Five people have been shot dead by a Palestinian gunman in a suburb of the Israeli city of Tel Aviv, in the third deadly attack of its kind in a week.
It happened on Tuesday evening in Bnei Brak, one of the country's most populous ultra-Orthodox Jewish areas.
The gunman was shot dead by police, a paramedic at the scene said.
Israel security forces were on high alert after attacks by Israeli Arabs last Tuesday and Sunday, which left six people dead.
Israeli Prime Minister Naftali Bennett said the country was "currently dealing with a new wave of terrorism".
Footage from the scene in Bnei Brak showed the attacker dressed in black firing an M16 assault rifle on residential streets.
Israeli media reported that he first shot dead two Ukrainian men who were sitting outside a grocery shop. He also opened fire at a passing car, killing a man who was driving it.
He then shot dead a fourth man before being confronted by two police officers. One of the officers was fatally wounded during the exchange, while the second shot and killed the attacker.
Magen David Adom ambulance service paramedic Menachem Englander said he came face-to-face with the gunman, but survived because the rifle jammed.
Two of the victims were identified as Israeli residents of Bnei Brak - Avishai Yehezkel, a 29-year-old father of one, and Yaakov Shalom, a 36-year-old father of five. Mr Yehezkel's brother told Kol Chai radio that he was shot while taking a walk and that he "defended his baby with his own body".
Police said the officer who died was Amir Khoury, a 32-year-old Israeli Arab. Police Commissioner Kobi Shabtai told his family that he was a hero who "saved the lives of many civilians".
The Ukrainian embassy confirmed that two Ukrainian citizens were killed in what it called the "heinous terrorist attacks in Bnei Brak". It did not give their names, but they were reportedly in their 20s and 30s. It is not clear how long they had been living in Israel.
The attacker was named as Diaa Hamarsheh, a 27-year-old Palestinian from the village of Yabad, in the north of the occupied West Bank. He had previously worked in Bnei Brak and been jailed in Israel for security-related offences.
Three of Hamarsheh's relatives were reportedly among five Palestinians detained for questioning by Israeli forces in the West Bank on Wednesday, as investigators sought to find out if he had accomplices.

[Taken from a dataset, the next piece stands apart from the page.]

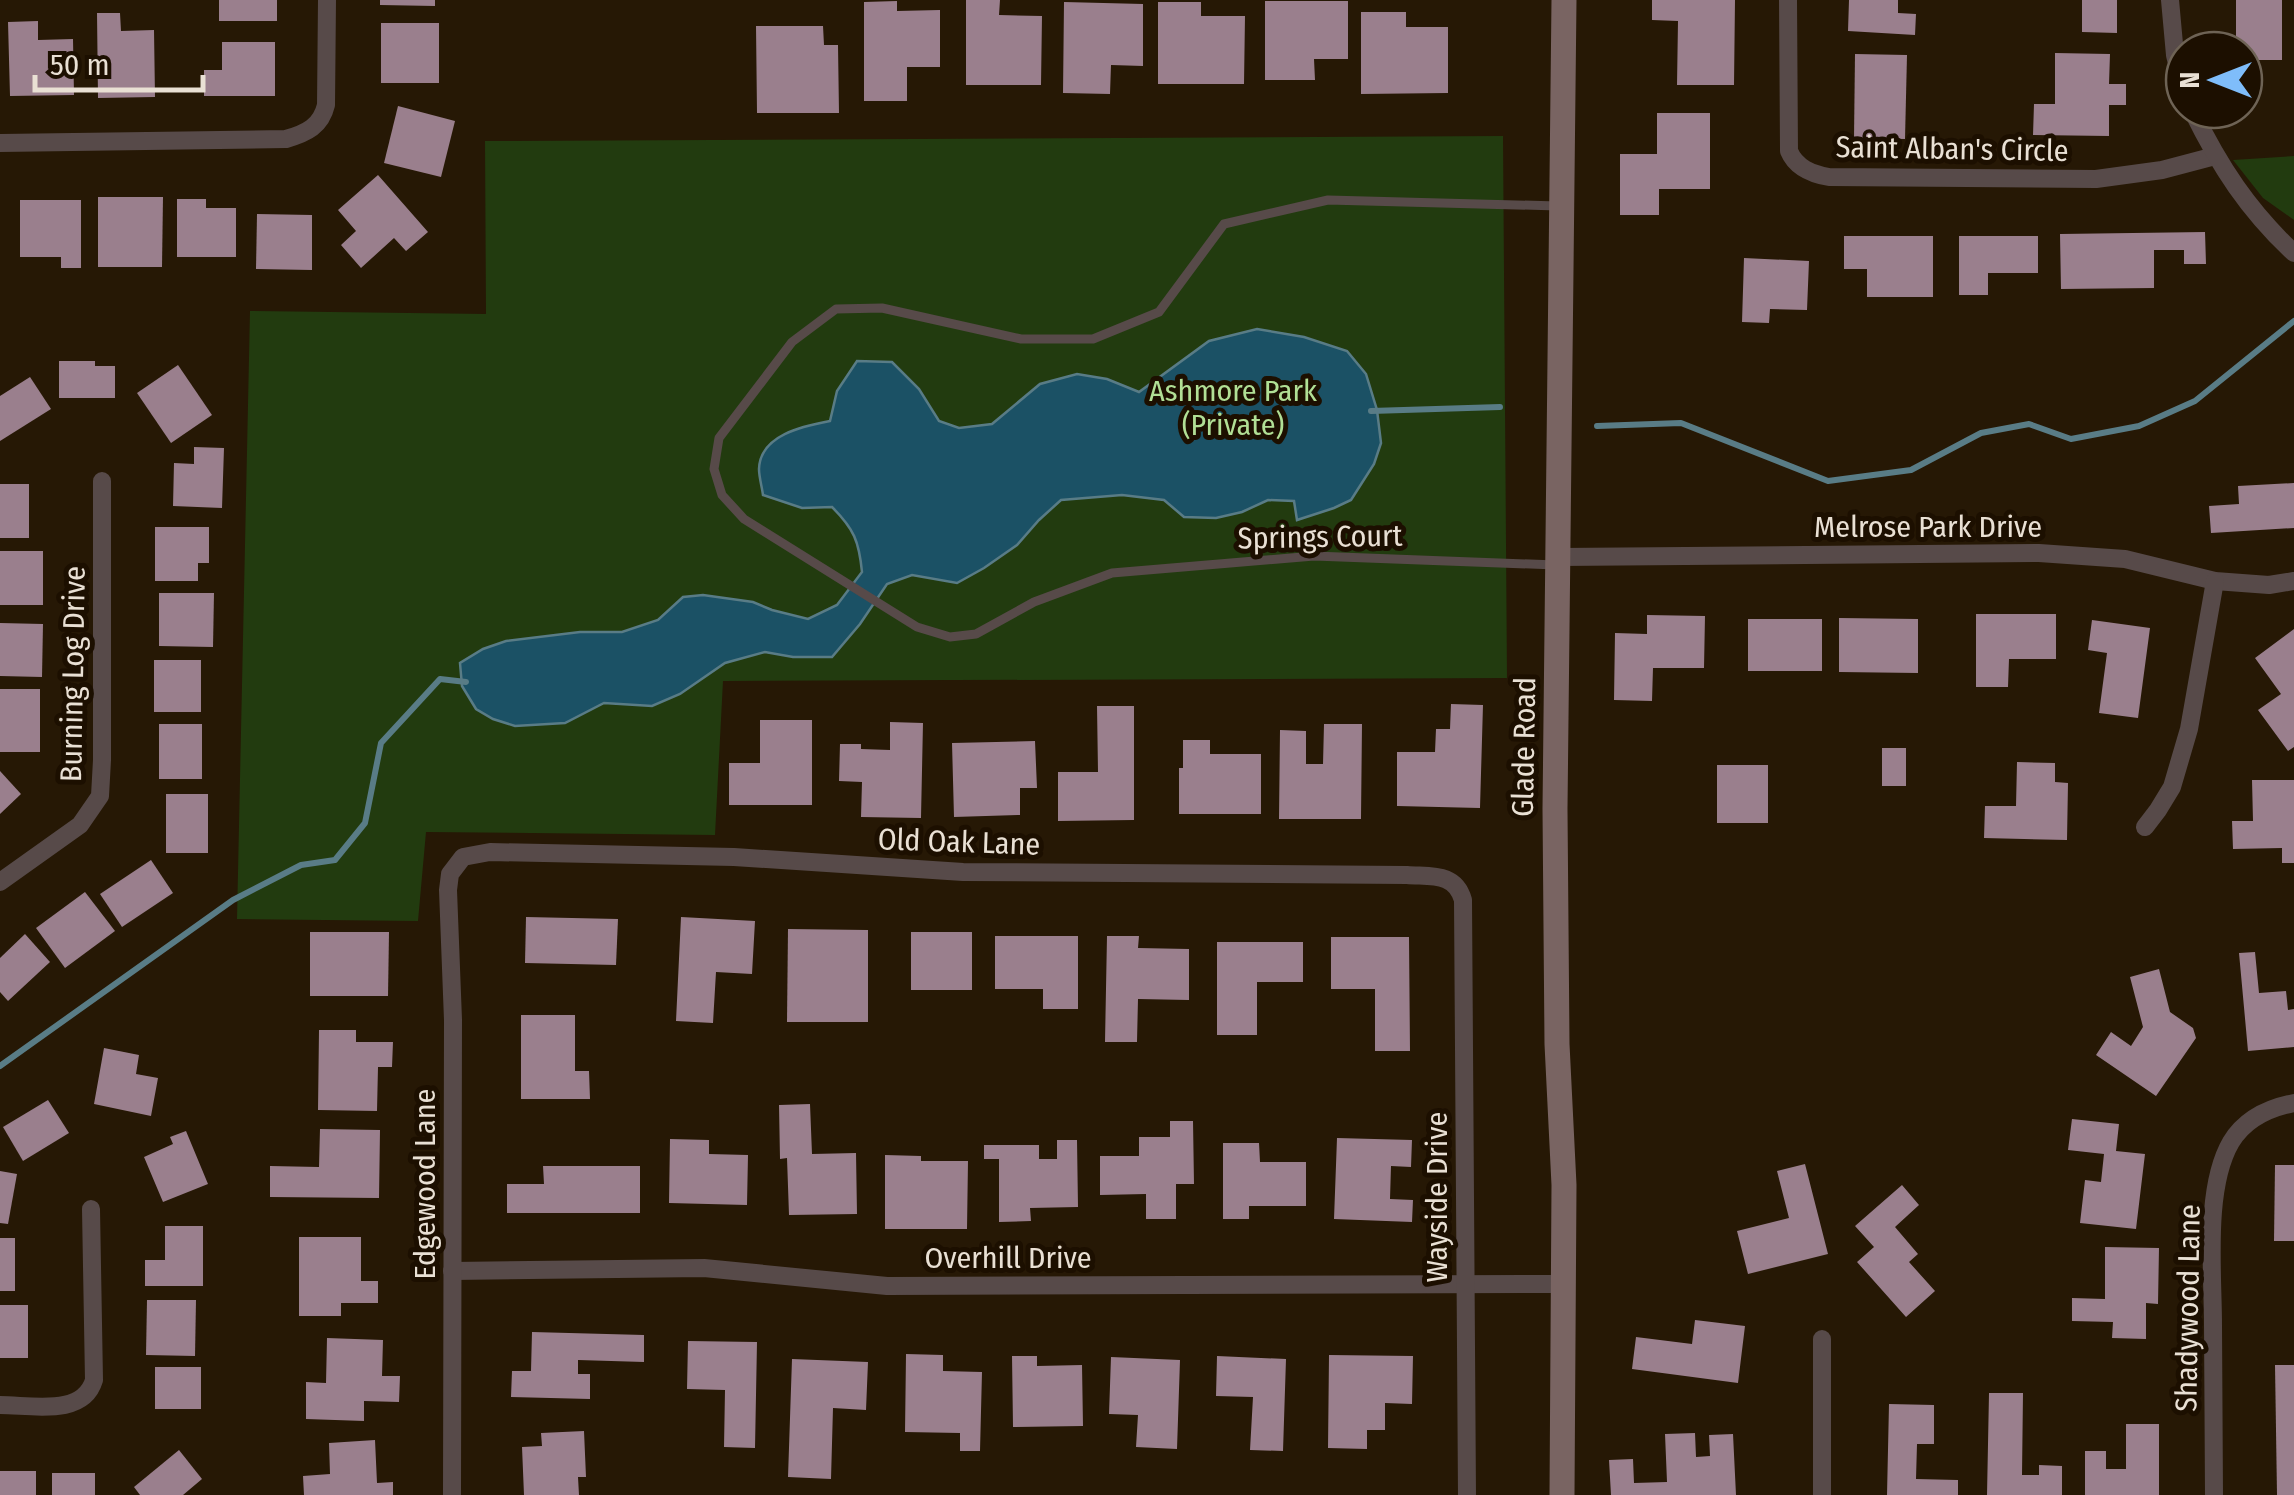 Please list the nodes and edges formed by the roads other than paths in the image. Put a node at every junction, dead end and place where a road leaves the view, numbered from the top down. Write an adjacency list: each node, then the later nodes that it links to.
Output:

"Every few years, the State of Israel deals with a wave of terrorism," Mr Bennett said in a video statement on Tuesday night.
"After a period of quiet, there is a violent eruption by those who want to destroy us, those who want to hurt us at any price, whose hatred of Jews, of the State of Israel, drives them crazy."
The prime minister said Israel's security forces had to adapt to "read the tell-tale signs of lone individuals, sometimes without organisational affiliation, and to be in control on the ground in order to thwart terrorism even before it happens".
"They are up to the task and, as in the previous waves, we will prevail this time as well," he added.
US Secretary of State Antony Blinken condemned the attack.
"This violence is unacceptable," he said. "Israelis - like all people around the world - should be able to live in peace and without fear."
The shootings were also condemned by Palestinian President Mahmoud Abbas.
"The killing of Palestinian and Israeli civilians will only lead to further deterioration of the situation, while we are all striving for stability," he warned.
However, the Palestinian militant group Hamas, which governs the Gaza Strip, praised the attack, saying: "We express our blessing to the Tel Aviv operation."
Security had already been stepped up across Israel and in the West Bank in the wake of the two previous attacks.
The first was carried out by an Israeli Arab who had planned to join the Islamic State (IS) group in Syria and had served a jail sentence for security crimes. The attacker drove his car into a cyclist, killing him, then stabbed three people to death outside a shopping centre in the southern city of Beersheba.
Five days later, two other Israeli Arabs opened fire at a bus stop in the northern city of Hadera, killing two 19-year-old police officers. IS said it was behind that attack. All three assailants were shot dead.
There had been fears of further incidents in the month ahead, when the Muslim festival of Ramadan, the Jewish festival of Passover and the Christian festival of Easter coincide in a rare convergence.